* **Material provided**:

--------------------------------------------------

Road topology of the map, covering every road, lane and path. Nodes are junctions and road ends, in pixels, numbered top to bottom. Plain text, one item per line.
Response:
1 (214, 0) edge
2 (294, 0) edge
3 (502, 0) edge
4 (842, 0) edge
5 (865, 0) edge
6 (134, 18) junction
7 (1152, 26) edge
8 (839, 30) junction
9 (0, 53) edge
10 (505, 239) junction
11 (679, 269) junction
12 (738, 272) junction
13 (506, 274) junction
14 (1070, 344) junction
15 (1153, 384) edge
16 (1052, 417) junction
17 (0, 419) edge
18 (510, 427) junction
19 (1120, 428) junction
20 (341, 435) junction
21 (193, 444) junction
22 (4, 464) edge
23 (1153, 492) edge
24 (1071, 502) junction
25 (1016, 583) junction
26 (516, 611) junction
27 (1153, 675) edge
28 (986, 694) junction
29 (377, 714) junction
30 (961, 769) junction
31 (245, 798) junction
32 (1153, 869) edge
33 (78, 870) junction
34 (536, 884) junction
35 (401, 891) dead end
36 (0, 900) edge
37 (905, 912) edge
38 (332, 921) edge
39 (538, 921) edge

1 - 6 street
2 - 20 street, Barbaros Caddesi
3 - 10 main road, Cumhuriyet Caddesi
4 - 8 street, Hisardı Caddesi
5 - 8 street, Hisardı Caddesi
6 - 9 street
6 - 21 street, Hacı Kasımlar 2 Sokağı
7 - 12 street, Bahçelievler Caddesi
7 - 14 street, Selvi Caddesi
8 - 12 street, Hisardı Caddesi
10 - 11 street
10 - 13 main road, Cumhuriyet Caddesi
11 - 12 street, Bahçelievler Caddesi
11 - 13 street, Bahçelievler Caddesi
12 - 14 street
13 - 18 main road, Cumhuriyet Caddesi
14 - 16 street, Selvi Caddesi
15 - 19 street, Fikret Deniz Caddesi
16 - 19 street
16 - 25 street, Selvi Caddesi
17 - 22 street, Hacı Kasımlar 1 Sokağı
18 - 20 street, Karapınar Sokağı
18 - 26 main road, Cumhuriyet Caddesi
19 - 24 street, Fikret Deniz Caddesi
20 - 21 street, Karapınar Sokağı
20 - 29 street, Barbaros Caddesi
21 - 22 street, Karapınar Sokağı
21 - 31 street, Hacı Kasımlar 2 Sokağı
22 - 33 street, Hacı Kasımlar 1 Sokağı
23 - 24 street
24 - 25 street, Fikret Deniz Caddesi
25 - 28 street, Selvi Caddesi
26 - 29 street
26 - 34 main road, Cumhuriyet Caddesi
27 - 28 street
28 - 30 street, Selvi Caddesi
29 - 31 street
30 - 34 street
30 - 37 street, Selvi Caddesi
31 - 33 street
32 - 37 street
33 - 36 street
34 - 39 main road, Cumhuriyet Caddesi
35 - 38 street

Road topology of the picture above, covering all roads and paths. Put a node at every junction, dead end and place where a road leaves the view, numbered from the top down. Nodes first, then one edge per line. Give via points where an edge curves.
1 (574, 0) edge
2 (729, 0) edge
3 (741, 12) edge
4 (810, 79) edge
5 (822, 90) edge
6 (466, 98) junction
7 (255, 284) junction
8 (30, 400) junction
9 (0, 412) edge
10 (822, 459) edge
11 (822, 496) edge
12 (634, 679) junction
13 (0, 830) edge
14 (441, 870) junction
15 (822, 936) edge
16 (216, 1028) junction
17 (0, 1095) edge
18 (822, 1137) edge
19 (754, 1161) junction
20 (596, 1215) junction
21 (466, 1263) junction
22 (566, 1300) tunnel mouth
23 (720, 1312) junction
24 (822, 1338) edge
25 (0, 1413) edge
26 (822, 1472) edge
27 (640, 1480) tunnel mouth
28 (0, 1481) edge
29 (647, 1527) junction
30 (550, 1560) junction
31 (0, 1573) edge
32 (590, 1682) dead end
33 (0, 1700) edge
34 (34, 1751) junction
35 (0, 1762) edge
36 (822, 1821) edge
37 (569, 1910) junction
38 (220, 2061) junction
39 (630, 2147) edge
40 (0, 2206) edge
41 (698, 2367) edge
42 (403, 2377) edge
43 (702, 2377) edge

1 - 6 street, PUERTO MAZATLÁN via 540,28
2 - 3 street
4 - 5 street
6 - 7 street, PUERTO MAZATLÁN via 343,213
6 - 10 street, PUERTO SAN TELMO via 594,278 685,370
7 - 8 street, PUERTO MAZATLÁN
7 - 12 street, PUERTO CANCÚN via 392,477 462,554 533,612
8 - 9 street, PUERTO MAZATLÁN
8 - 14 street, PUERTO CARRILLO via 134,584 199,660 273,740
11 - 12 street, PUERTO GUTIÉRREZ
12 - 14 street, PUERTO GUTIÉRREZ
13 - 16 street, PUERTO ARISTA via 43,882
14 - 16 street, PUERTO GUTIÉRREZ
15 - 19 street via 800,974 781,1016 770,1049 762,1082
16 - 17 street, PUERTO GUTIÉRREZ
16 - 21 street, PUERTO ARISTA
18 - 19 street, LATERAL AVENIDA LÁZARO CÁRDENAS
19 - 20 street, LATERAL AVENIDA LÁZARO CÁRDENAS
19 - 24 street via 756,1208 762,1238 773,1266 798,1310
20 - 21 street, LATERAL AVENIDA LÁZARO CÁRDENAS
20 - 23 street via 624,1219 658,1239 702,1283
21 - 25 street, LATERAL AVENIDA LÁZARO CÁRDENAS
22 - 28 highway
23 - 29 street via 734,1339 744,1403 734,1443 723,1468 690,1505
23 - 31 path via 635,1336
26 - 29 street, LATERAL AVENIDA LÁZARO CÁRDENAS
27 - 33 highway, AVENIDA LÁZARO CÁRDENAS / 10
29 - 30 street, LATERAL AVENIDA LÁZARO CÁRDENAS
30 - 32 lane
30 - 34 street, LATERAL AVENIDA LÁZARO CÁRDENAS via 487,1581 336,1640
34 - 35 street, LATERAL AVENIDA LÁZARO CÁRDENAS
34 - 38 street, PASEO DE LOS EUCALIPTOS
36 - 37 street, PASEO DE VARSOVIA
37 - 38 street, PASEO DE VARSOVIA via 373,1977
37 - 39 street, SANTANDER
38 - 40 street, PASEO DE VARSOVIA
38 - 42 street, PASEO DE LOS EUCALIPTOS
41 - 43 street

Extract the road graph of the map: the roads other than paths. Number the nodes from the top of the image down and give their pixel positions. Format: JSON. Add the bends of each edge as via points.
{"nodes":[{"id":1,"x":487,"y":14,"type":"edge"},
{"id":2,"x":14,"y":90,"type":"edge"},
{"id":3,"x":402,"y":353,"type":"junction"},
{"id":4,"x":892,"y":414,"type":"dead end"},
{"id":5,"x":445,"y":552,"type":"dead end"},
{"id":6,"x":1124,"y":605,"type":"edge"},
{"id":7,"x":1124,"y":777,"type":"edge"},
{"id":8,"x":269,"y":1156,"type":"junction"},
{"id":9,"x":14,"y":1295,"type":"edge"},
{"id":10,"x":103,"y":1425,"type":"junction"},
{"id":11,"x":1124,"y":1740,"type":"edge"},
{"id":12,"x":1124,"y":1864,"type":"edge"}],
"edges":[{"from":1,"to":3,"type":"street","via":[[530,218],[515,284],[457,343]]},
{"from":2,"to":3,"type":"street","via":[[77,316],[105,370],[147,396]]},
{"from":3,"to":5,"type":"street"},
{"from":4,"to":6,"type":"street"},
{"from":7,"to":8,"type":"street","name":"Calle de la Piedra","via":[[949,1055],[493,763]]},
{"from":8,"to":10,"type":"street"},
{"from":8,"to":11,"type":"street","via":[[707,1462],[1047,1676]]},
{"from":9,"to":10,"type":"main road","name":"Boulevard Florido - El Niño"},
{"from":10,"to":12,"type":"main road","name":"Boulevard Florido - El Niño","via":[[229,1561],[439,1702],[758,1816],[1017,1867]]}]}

--------------------------------------------------

* **Problem**: Go through the material and tally every line where "from" appears. The number is the whole answer.

* **Problem solution**: 11